Are there any other implementation of this ? (without inherit please)
thanks

mickey
13th February 2007, 14:33
I solved so:


Lay::Lay {
_ne = new std::vector<Ne>;
}

so memery is initialized and I can resize _ne everywhere. Is it correct? But maybe wasn't it better declare in lay.h std::vector <Ne> _ne; and not std::vector <Ne>* _ne; Any suggets?
I'm hoping for the 2nd question.....

Methedrine
13th February 2007, 14:43
It is dangerous to use a pointer to a vector because when the vector is resized it is very likely that it will change it's location inside memory and thus invalidate your pointer. So std::vector<Ne> _ne; is what you're looking for.
You have to declare Network as a friend because class A cannot access private or protected members of other classes (unless A is declared as a friend of the other classes). So what you are doing in your source-code is forward-declaring class Network and then telling your class Lay that Network is a friend and as such is allowed to access Lay's private/protected members.

jacek
13th February 2007, 19:16
when the vector is resized it is very likely that it will change it's location inside memory and thus invalidate your pointer.
Not quite, only the location of internal buffer will change. The object itself will remain where it was.

wysota
13th February 2007, 20:17
The problem here was that the poster was declaring a pointer to the object, but no object was created, therefore he was accessing random values in memory which didn't form a std::vector object which led to a crash. One has to differenciate between a pointer to an object and address of an object. Their values have the same type (object*) but creating a pointer doesn't create an object. I can have several pointers pointing to the same object (and that's the whole point of using pointers).


int var;
int *ptr1 = &var;
int *ptr2 = &var;
int *ptr3 = ptr2;
Now if I modify var ( var = 7; ) all pointers will still point to the same object, so dereferrencing them will still give me "7". Moreover if I now do:

int var2 = 5;
ptr2 = &var2;
ptr2 will point to var2, but ptr3 will still point to var. The bottom line is that pointers are not tied to any objects, they just point to a place in memory, regardless of its contents.

mickey
13th February 2007, 22:21
class Network {
private:
Layer lay;
.....................
};

void Network::_create() {
lay._ne->resize(10);
}
//lay.h
#include "ne.h"
#include <vector>
class Network;
class Lay {
protected:
std::vector <Ne>* _ne;
friend Network;
public:
Lay();
~Lay();
};
Lay::Lay {
_ne = new std::vector<Ne>;
}



Sorry, I'm a bit confused;
this above seems work. Is it dangerous or not?
I could create _ne as no pointer: std::vector <Ne> _ne; but Isn't better declare "pointer to" in the class (.h) and then do "new" in their constructors? (in terms of performance...)

jacek
13th February 2007, 22:43
Is it dangerous or not?
No, it's not, but don't forget to implement operator= and copy constructor.

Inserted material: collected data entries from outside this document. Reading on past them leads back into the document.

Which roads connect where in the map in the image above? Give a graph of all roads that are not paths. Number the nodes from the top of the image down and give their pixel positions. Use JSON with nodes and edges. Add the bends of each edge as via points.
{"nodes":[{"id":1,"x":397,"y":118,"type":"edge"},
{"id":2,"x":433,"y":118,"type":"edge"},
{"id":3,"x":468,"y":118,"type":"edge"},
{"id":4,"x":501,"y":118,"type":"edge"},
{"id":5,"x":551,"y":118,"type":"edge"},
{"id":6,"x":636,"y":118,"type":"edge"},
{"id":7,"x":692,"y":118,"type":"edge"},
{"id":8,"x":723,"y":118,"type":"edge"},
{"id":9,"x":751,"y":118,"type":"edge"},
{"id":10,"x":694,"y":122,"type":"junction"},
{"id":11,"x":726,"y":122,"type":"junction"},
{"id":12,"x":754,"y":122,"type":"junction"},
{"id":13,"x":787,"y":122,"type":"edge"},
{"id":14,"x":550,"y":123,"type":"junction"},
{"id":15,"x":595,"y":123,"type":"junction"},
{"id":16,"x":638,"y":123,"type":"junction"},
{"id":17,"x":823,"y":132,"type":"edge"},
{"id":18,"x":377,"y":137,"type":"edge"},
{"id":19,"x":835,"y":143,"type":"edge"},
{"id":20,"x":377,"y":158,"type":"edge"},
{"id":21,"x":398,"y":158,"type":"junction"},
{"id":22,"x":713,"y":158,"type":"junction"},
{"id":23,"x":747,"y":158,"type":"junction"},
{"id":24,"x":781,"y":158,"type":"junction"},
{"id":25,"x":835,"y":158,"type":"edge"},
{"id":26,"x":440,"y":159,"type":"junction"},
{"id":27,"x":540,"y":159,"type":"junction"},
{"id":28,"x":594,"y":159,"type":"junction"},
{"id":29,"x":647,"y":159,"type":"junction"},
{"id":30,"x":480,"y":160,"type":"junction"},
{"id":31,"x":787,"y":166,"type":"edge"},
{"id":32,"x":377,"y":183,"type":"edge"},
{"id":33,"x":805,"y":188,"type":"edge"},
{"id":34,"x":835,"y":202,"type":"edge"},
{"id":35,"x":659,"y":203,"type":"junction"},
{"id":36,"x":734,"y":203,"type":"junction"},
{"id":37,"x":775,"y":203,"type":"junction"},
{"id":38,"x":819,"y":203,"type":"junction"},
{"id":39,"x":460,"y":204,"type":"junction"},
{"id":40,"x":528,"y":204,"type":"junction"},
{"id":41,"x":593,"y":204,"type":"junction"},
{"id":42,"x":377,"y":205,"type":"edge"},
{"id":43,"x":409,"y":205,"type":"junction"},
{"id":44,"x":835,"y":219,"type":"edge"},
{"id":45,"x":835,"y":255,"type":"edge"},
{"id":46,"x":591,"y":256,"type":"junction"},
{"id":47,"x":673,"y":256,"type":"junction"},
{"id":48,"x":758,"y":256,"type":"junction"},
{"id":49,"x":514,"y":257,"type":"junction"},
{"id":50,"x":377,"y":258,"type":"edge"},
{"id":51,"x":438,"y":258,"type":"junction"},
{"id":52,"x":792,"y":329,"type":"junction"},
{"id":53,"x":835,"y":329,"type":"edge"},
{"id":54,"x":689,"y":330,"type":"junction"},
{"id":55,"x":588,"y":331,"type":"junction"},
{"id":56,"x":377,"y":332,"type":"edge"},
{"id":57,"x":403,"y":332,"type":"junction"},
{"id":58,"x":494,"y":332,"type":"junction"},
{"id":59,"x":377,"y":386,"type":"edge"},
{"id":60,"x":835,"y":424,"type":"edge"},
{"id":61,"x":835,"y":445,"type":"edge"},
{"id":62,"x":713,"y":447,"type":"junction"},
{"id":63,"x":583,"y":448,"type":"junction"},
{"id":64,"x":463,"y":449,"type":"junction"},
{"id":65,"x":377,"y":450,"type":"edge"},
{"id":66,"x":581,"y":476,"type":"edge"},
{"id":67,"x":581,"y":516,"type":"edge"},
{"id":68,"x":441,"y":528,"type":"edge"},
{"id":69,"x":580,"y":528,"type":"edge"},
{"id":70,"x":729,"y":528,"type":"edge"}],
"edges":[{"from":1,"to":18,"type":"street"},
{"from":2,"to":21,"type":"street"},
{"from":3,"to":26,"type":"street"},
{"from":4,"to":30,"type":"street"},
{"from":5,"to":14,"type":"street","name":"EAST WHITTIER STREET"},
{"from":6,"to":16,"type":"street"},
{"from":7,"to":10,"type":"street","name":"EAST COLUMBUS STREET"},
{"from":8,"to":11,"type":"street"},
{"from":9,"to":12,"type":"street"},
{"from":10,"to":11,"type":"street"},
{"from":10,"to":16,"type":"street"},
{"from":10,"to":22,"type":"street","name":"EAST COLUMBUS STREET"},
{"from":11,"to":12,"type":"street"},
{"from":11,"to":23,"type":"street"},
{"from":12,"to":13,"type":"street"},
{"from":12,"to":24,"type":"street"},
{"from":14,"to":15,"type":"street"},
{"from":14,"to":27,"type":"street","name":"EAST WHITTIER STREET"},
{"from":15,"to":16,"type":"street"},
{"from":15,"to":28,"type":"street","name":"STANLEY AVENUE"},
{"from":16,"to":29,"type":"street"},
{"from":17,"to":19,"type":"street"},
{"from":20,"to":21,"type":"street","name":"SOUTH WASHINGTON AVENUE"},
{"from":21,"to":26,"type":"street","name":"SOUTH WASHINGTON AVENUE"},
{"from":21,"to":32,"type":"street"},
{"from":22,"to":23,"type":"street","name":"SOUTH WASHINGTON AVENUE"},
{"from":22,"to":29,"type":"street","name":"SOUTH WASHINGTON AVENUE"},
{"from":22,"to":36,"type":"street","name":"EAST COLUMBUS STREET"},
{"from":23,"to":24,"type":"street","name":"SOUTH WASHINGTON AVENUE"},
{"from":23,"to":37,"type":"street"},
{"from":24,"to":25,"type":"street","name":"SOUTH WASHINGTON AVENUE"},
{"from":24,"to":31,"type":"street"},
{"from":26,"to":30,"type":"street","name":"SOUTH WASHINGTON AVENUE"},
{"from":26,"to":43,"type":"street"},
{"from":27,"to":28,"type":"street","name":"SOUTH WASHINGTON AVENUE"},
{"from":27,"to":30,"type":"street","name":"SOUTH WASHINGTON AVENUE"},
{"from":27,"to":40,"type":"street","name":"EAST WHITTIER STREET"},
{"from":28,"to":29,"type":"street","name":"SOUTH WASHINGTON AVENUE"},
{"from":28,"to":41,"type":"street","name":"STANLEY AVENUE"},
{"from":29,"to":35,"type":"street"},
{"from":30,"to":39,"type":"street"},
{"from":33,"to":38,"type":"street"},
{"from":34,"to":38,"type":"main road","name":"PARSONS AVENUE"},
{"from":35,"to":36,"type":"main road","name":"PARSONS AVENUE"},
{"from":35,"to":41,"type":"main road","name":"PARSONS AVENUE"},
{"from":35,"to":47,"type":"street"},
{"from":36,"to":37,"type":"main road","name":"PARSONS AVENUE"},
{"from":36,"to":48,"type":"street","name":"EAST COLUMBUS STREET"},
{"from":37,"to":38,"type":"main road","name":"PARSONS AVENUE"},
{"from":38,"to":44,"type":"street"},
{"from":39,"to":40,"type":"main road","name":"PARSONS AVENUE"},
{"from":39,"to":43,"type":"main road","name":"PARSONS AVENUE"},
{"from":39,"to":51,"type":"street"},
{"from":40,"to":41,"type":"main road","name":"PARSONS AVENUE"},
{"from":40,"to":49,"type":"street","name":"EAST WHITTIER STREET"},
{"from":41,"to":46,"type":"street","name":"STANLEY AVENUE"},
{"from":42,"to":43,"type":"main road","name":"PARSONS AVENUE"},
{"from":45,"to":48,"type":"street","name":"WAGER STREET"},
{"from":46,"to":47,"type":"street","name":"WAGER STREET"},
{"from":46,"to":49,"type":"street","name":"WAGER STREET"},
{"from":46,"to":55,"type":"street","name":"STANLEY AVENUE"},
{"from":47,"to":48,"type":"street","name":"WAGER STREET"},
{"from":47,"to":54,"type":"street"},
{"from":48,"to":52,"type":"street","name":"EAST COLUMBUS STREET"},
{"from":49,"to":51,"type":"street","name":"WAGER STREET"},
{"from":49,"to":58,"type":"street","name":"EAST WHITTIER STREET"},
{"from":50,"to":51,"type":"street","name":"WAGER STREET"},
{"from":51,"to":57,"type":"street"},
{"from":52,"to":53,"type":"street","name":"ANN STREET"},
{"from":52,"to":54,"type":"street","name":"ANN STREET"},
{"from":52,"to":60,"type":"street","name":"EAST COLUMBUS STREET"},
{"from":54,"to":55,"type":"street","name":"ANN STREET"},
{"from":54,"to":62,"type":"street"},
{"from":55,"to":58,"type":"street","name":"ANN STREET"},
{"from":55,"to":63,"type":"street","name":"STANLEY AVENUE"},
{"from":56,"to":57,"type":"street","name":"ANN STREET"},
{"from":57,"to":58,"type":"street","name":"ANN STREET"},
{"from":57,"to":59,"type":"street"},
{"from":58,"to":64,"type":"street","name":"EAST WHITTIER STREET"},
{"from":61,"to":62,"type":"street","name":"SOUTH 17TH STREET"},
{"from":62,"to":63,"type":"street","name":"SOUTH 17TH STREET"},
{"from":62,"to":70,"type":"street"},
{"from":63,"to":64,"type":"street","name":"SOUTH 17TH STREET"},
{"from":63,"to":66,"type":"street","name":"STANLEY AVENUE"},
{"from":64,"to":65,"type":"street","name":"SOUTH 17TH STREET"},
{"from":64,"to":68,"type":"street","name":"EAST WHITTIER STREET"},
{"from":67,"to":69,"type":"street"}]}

but Isn't better declare "pointer to" in the class (.h) and then do "new" in their constructors? (in terms of performance...)
Why should it increase the performance? It might affect the compilation speed, because you can use forward declarations instead of #includes.

mickey
14th February 2007, 20:08
No, it's not, but don't forget to implement operator= and copy constructor.
sorry, but why copy constructor and = operator?? (I gues for lay class but why and = operator ???). Is there here a particularry purpouse?

jacek
14th February 2007, 21:29
Is there here a particularry purpouse?
Yes, it's because Lay::_ne is a pointer. The default copy contructor and operator= implementations will make a copy of that pointer, not the object it points to. In result Lay's destructor might delete that object more than once.

If you don't need operator= and copy constructor, you should just in case declare them as private (you can leave them unimplemented) or derive your class from boost::noncopyable.